Questo referendum è difficile da capire se non per l’uso che la Lega cerca di farne e quindi va respinto al mittente, non ha senso accettare una sfida elettorale giocata sulla disinformazione dove agli elettori non si chiederebbe in realtà se hanno fiducia nelle Comunità ma se hanno fiducia nella politica e nelle istituzioni e se sono d’accordo su un’istituzione in più o in meno.
Non si tratta di aver paura del confronto, si tratta piuttosto di ritenere sbagliato un referendum che pretende di giudicare la bontà delle Comunità di valle prima che i cittadini possano farsi un’idea delle Comunità.
Non è un caso che il dibattito sui giornali sia circoscritto a politici o amministratori o a quelli che comunque ritengono la politica uno spreco, cioè a persone che in realtà avevano già un’opinione, o forse un pregiudizio, prima ancora che le Comunità nascessero.

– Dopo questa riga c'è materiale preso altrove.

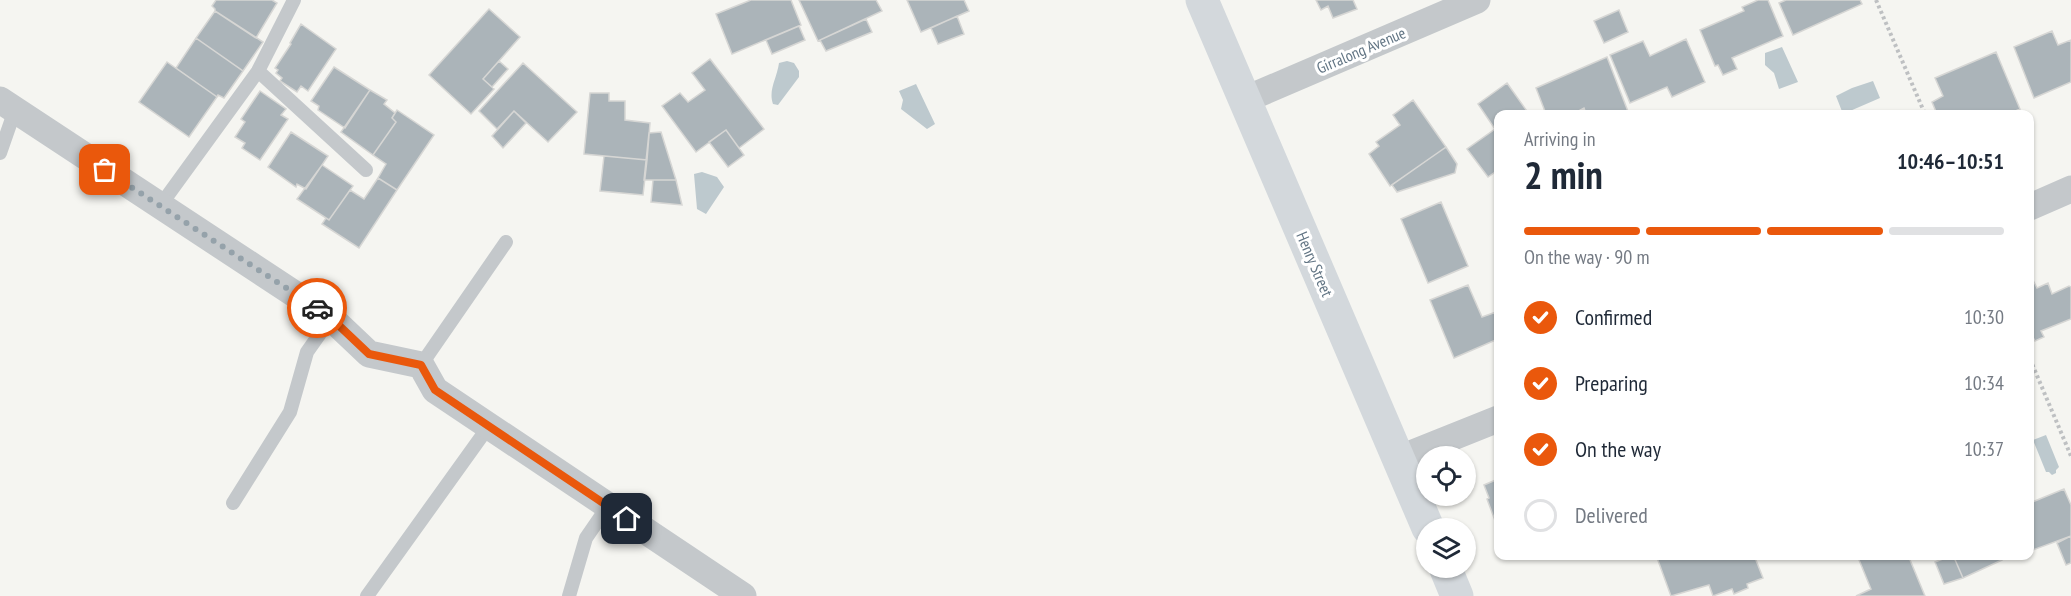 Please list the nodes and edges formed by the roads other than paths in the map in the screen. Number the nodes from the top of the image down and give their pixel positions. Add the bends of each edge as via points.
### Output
1 (294, 0) edge
2 (1202, 0) edge
3 (1477, 0) edge
4 (258, 71) junction
5 (1244, 100) junction
6 (7, 105) edge
7 (0, 153) edge
8 (366, 170) dead end
9 (2071, 189) edge
10 (2034, 205) edge
11 (160, 206) junction
12 (506, 242) dead end
13 (331, 318) junction
14 (421, 365) junction
15 (1494, 421) edge
16 (489, 426) junction
17 (1398, 459) junction
18 (233, 503) dead end
19 (608, 506) junction
20 (1424, 518) edge
21 (1450, 578) edge
22 (367, 596) edge
23 (569, 596) edge
24 (743, 596) edge
25 (1457, 596) edge

1 - 4 lane
2 - 5 street, Henry Street
3 - 5 street, Girralong Avenue
4 - 8 lane
4 - 11 lane
5 - 17 street, Henry Street
6 - 7 lane
6 - 11 street
9 - 10 street
11 - 13 street
12 - 14 lane
13 - 14 street via 369,354
13 - 18 lane via 307,352 290,412
14 - 16 street via 435,390
15 - 17 street
16 - 19 street
16 - 22 lane
17 - 20 street, Henry Street
19 - 23 lane via 586,538
19 - 24 street
21 - 25 street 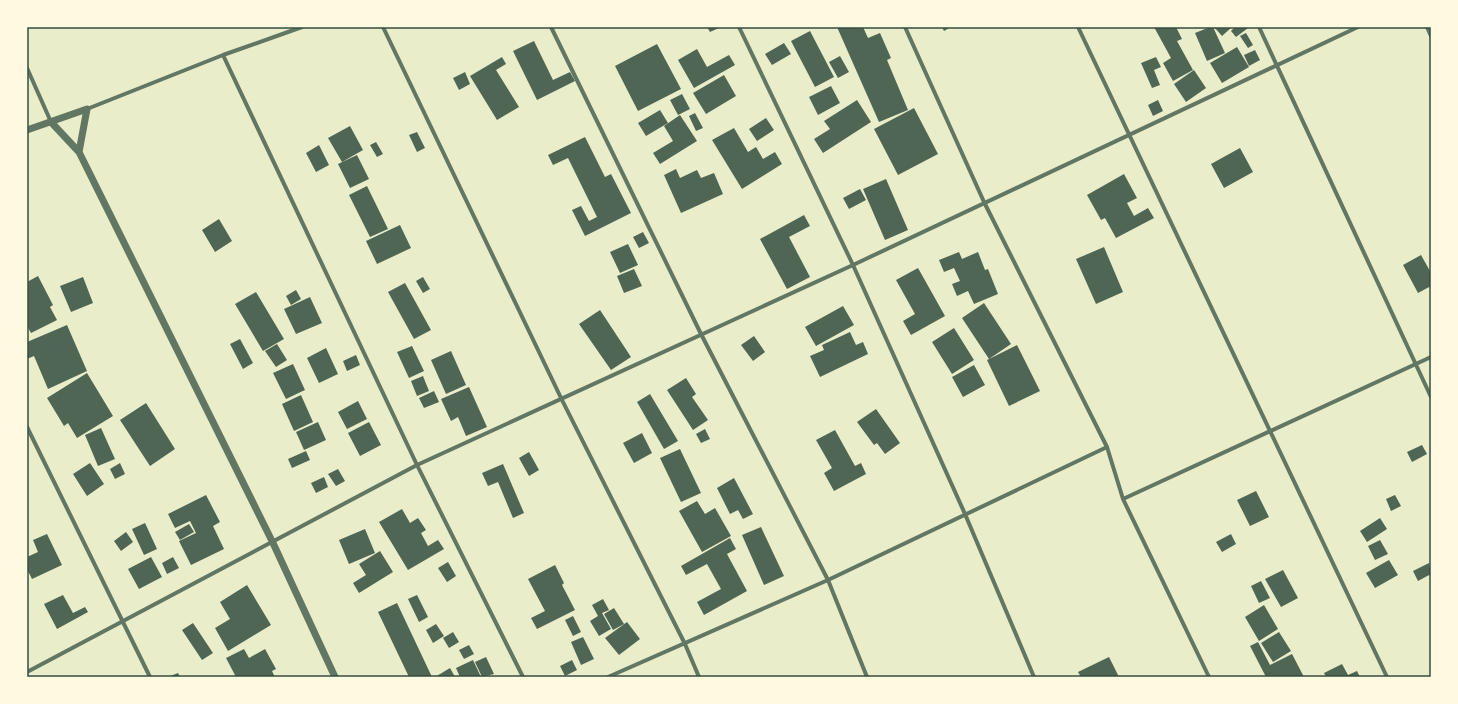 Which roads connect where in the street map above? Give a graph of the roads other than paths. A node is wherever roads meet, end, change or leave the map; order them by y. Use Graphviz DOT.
graph roads {
  1 [pos="302,27"];
  2 [pos="383,27"];
  3 [pos="551,27"];
  4 [pos="739,27"];
  5 [pos="905,27"];
  6 [pos="1078,27"];
  7 [pos="1259,27"];
  8 [pos="1358,27"];
  9 [pos="1427,27"];
  10 [pos="1431,36"];
  11 [pos="224,55"];
  12 [pos="1277,65"];
  13 [pos="27,68"];
  14 [pos="87,109"];
  15 [pos="51,122"];
  16 [pos="27,130"];
  17 [pos="1129,134"];
  18 [pos="79,152"];
  19 [pos="984,202"];
  20 [pos="853,265"];
  21 [pos="701,334"];
  22 [pos="1431,357"];
  23 [pos="1416,364"];
  24 [pos="1431,397"];
  25 [pos="562,400"];
  26 [pos="27,426"];
  27 [pos="1271,432"];
  28 [pos="1107,447"];
  29 [pos="417,465"];
  30 [pos="1123,499"];
  31 [pos="965,514"];
  32 [pos="273,543"];
  33 [pos="828,580"];
  34 [pos="124,622"];
  35 [pos="684,644"];
  36 [pos="27,672"];
  37 [pos="150,677"];
  38 [pos="335,677"];
  39 [pos="523,677"];
  40 [pos="608,677"];
  41 [pos="699,677"];
  42 [pos="867,677"];
  43 [pos="1034,677"];
  44 [pos="1209,677"];
  45 [pos="1387,677"];
  1 -- 11 [label="street"];
  2 -- 25 [label="street"];
  3 -- 21 [label="street"];
  4 -- 20 [label="street"];
  5 -- 19 [label="street"];
  6 -- 17 [label="street"];
  7 -- 12 [label="street"];
  8 -- 12 [label="street"];
  9 -- 10 [label="street"];
  11 -- 14 [label="street"];
  11 -- 29 [label="street"];
  12 -- 17 [label="street"];
  12 -- 23 [label="street"];
  13 -- 15 [label="street"];
  14 -- 15 [label="street"];
  14 -- 18 [label="street"];
  15 -- 16 [label="street"];
  15 -- 18 [label="street"];
  17 -- 19 [label="street"];
  17 -- 27 [label="street"];
  18 -- 32 [label="street"];
  19 -- 20 [label="street"];
  19 -- 28 [label="street"];
  20 -- 21 [label="street"];
  20 -- 31 [label="street"];
  21 -- 25 [label="street"];
  21 -- 33 [label="street"];
  22 -- 23 [label="street"];
  23 -- 24 [label="street"];
  23 -- 27 [label="street"];
  25 -- 29 [label="street"];
  25 -- 35 [label="street"];
  26 -- 34 [label="street"];
  27 -- 30 [label="street"];
  27 -- 45 [label="street"];
  28 -- 30 [label="street"];
  28 -- 31 [label="street"];
  29 -- 32 [label="street"];
  29 -- 39 [label="street"];
  30 -- 44 [label="street"];
  31 -- 33 [label="street"];
  31 -- 43 [label="street"];
  32 -- 34 [label="street"];
  32 -- 38 [label="street"];
  33 -- 35 [label="street"];
  33 -- 42 [label="street"];
  34 -- 36 [label="street"];
  34 -- 37 [label="street"];
  35 -- 40 [label="street"];
  35 -- 41 [label="street"];
} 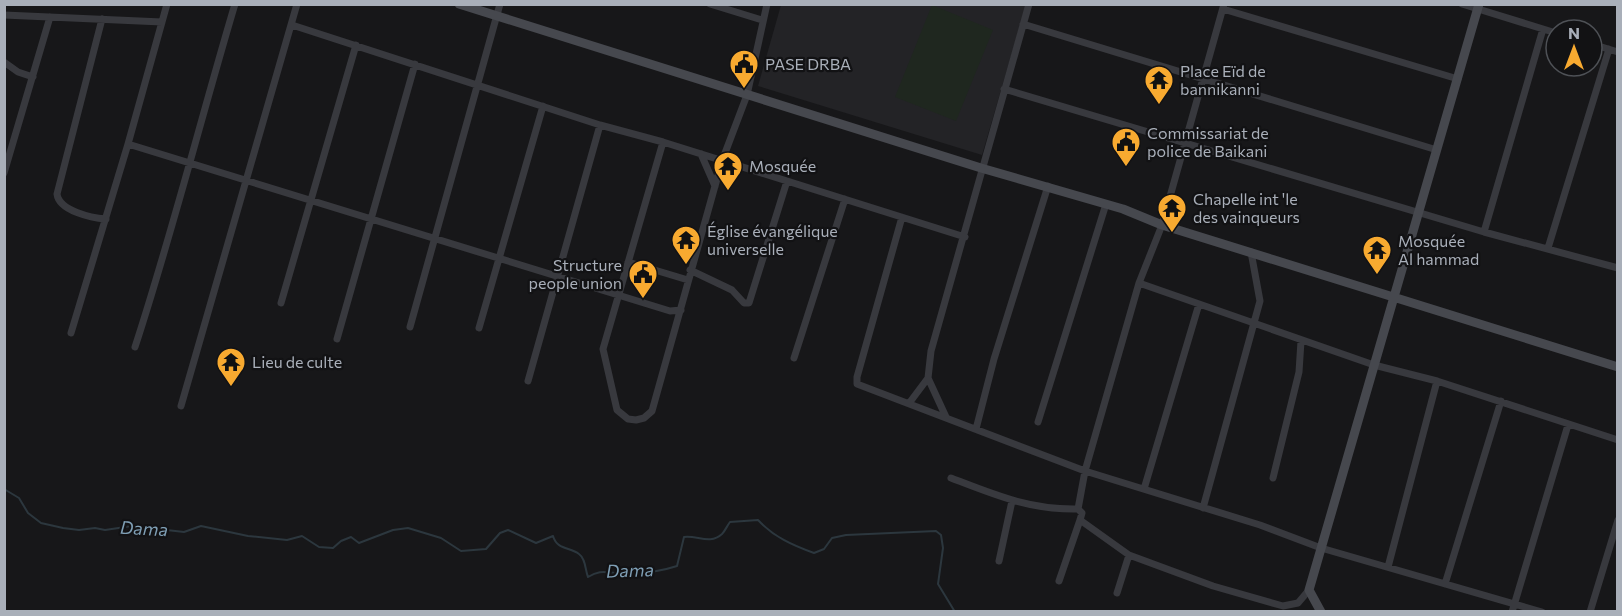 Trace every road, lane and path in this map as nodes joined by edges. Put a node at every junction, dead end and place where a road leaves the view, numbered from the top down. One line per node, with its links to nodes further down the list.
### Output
1 (166, 4): 17 (street)
2 (235, 4): 41 (street)
3 (297, 4): 19 (street)
4 (459, 4): 14 (street)
5 (500, 4): 14 (street)
6 (710, 4): 16 (street)
7 (767, 4): 16 (street)
8 (1029, 4): 18 (street)
9 (1462, 4): 11 (street)
10 (1223, 7): 28 (street); 29 (street)
11 (1478, 7): 20 (street); 29 (street)
12 (4, 15): 13 (street)
13 (50, 17): 15 (street); 27 (street)
14 (497, 17): 30 (street); 32 (street)
15 (102, 19): 17 (street); 53 (street)
16 (762, 20): 32 (street)
17 (162, 22): 37 (street)
18 (1023, 24): 28 (street); 31 (street)
19 (292, 25): 21 (street); 44 (street)
20 (1543, 29): 56 (street)
21 (356, 45): 26 (street); 49 (street)
22 (1604, 48): 23 (street)
23 (1609, 49): 24 (street); 59 (street)
24 (1617, 52)
25 (4, 62): 27 (street)
26 (415, 64): 30 (street); 54 (street)
27 (33, 77): 43 (street)
28 (1202, 78): 36 (street); 38 (street)
29 (1458, 79): 38 (street)
30 (479, 86): 33 (street); 58 (street)
31 (1004, 89): 36 (street); 42 (street)
32 (747, 95): 40 (street); 42 (street)
33 (543, 106): 34 (street); 61 (street)
34 (600, 125): 35 (street); 65 (street)
35 (663, 142): 39 (street); 62 (street)
36 (1185, 143): 51 (street); 55 (street)
37 (128, 144): 41 (street); 53 (street)
38 (1437, 150): 51 (street)
39 (701, 154): 40 (street); 46 (street)
40 (722, 160): 45 (street); 46 (street)
41 (188, 164): 44 (street); 79 (street)
42 (981, 168): 47 (street); 57 (street)
43 (4, 173)
44 (246, 180): 49 (street); 88 (street)
45 (787, 181): 48 (street); 64 (street)
46 (715, 186): 64 (street)
47 (1047, 186): 50 (street); 92 (street)
48 (845, 199): 52 (street); 80 (street)
49 (311, 201): 54 (street); 70 (street)
50 (1106, 204): 55 (street); 90 (street)
51 (1419, 213): 56 (street); 69 (street)
52 (902, 217): 57 (street); 87 (street)
53 (106, 219): 76 (street)
54 (371, 219): 58 (street); 77 (street)
55 (1162, 225): 60 (street); 67 (street)
56 (1484, 232): 59 (street)
57 (965, 237): 83 (street)
58 (435, 239): 61 (street); 74 (street)
59 (1548, 248): 63 (street)
60 (1251, 252): 69 (street); 73 (street)
61 (499, 258): 65 (street); 75 (street)
62 (628, 262): 66 (street); 68 (street)
63 (1617, 266)
64 (690, 270): 66 (street)
65 (559, 278): 68 (street); 84 (street)
66 (688, 280): 72 (street)
67 (1139, 283): 71 (street); 94 (street)
68 (618, 295): 72 (street); 72 (street)
69 (1395, 297): 81 (street); 82 (street)
70 (281, 303)
71 (1199, 304): 73 (street); 97 (street)
72 (681, 310)
73 (1254, 323): 78 (street); 99 (street)
74 (410, 327)
75 (479, 328)
76 (71, 333)
77 (337, 339)
78 (1301, 341): 81 (street); 96 (street)
79 (135, 347)
80 (794, 358)
81 (1374, 365): 85 (street); 103 (street)
82 (1617, 367)
83 (928, 378): 87 (street); 89 (street)
84 (528, 381)
85 (1437, 381): 86 (street); 106 (street)
86 (1501, 401): 91 (street); 108 (street)
87 (910, 402): 89 (street)
88 (181, 406)
89 (946, 417): 92 (street)
90 (1038, 422)
91 (1568, 425): 93 (street); 111 (street)
92 (976, 429): 94 (street)
93 (1617, 440)
94 (1085, 471): 97 (street); 100 (street)
95 (951, 478): 98 (street)
96 (1273, 478)
97 (1144, 489): 99 (street)
98 (1012, 501): 100 (street); 105 (street)
99 (1203, 508): 103 (street)
100 (1078, 509): 101 (street)
101 (1080, 520): 104 (street); 107 (street)
102 (1617, 520): 115 (street)
103 (1321, 548): 106 (street); 109 (street)
104 (1129, 555): 109 (street); 110 (street)
105 (999, 561)
106 (1388, 567): 108 (street)
107 (1059, 581)
108 (1445, 584): 111 (street)
109 (1310, 590): 112 (street)
110 (1117, 592)
111 (1515, 603): 113 (street); 114 (street)
112 (1321, 612)
113 (1512, 612)
114 (1542, 612)
115 (1590, 612)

Si possono rispettare queste opinioni ma bisogna anche dire che non sono mai il risultato di valutazioni puntuali sul ruolo, sulle funzioni, sulle prestazioni delle Comunità, ed è impossibile visto che siamo agli inizi della loro operatività. Ci si schiera contro perché è un costo, perché é meglio un ente di meno o perché bastano i Comuni e ci si schiera a favore perché se ne individua l’esigenza, non perché si possa trarre già adesso un bilancio.
La Lega se ne frega di tutto ciò, non è certo la responsabilità il suo tratto costitutivo, non si capirebbe altrimenti perché si sia presentata alle elezioni di un ente che ora vuole sciogliere.
Il Partito Democratico, che invece si preoccupa di assicurare al Trentino le migliori forme di autogoverno e la migliore organizzazione della pubblica amministrazione, non può condividere, per usare una metafora, che si faccia l’esame prima di aver fatto i corsi. E allora respinge al mittente il referendum, se la Lega vuole distruggere le Comunità si arrangi a cercare il numero di elettori necessario per farlo, non è compito del Centrosinistra partecipare ad un’iniziativa illogica e strumentale.
Se invece si volesse discutere delle Comunità di valle e della riforma istituzionale, della loro validità, della loro adeguatezza, dei loro limiti e contraddizioni, delle resistenze ed opposizioni da parte degli amministratori comunali, allora il Partito Democratico è pronto a farlo.
Siamo pronti a rispondere alle domande che è giusto porsi, a partire dal ruolo delle Comunità.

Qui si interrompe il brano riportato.